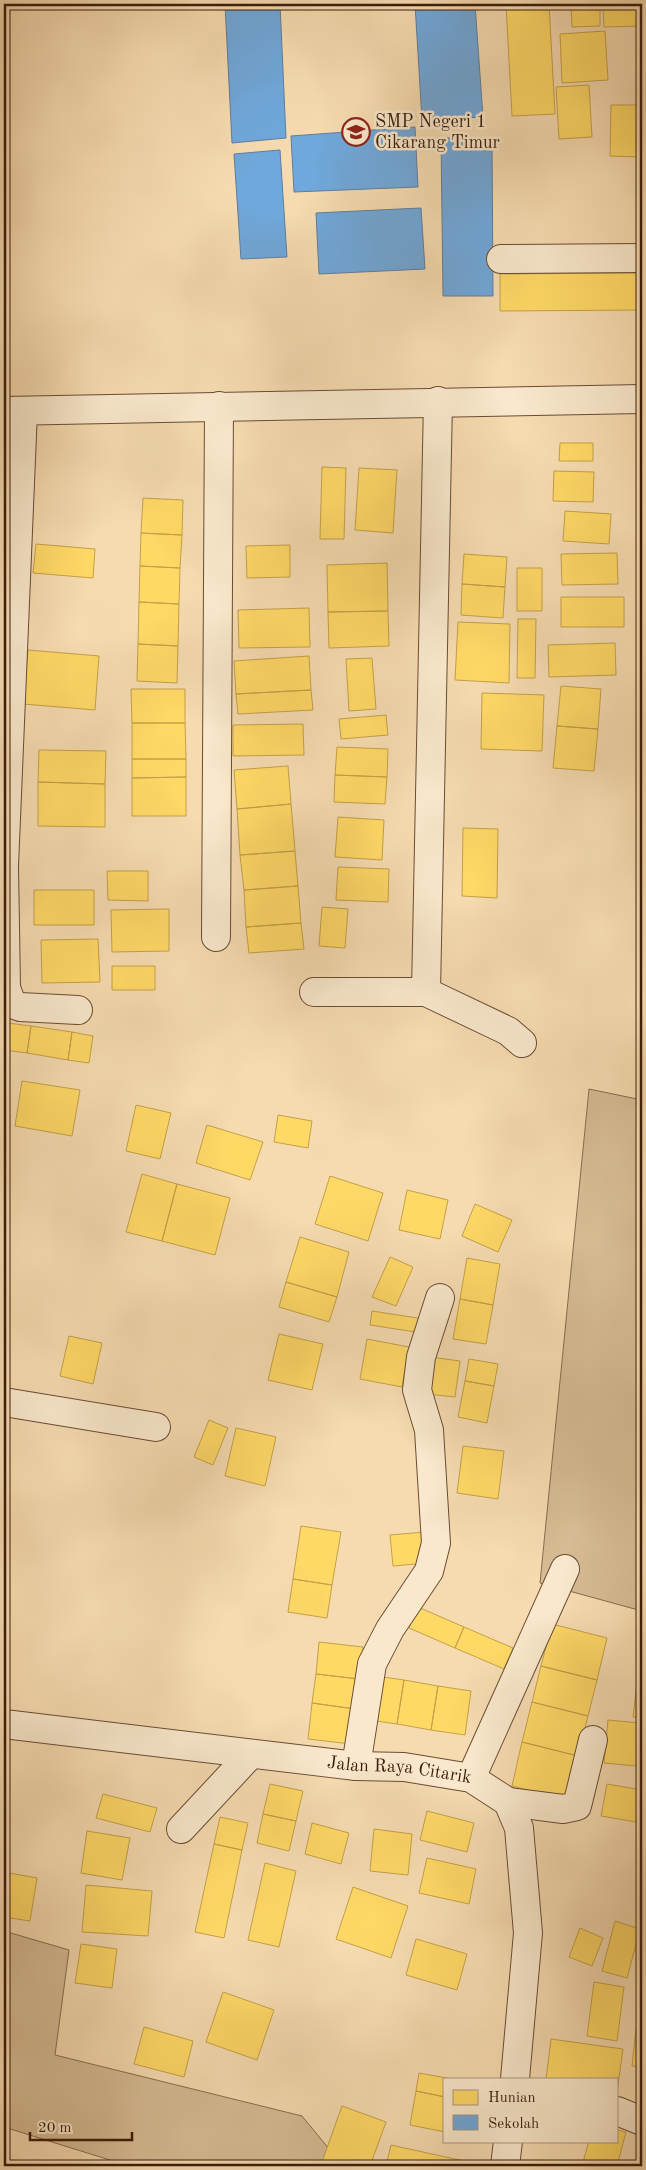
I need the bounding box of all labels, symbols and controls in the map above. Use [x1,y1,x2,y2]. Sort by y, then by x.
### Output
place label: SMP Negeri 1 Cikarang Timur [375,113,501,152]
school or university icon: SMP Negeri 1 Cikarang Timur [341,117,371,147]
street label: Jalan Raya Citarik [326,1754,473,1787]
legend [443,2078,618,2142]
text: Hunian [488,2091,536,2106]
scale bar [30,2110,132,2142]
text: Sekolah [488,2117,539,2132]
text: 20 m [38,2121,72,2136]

######

■ REQUIREMENT
An exact transcription of the listing is required, and it must contain no pictures.

■ EXPECTED ANSWER
I need the bounding box of all labels, symbols and controls in the map above. Use [x1,y1,x2,y2]. Sort by y, then by x.
### Output
place label: SMP Negeri 1 Cikarang Timur [375,113,501,152]
school or university icon: SMP Negeri 1 Cikarang Timur [341,117,371,147]
street label: Jalan Raya Citarik [326,1754,473,1787]
legend [443,2078,618,2142]
text: Hunian [488,2091,536,2106]
scale bar [30,2110,132,2142]
text: Sekolah [488,2117,539,2132]
text: 20 m [38,2121,72,2136]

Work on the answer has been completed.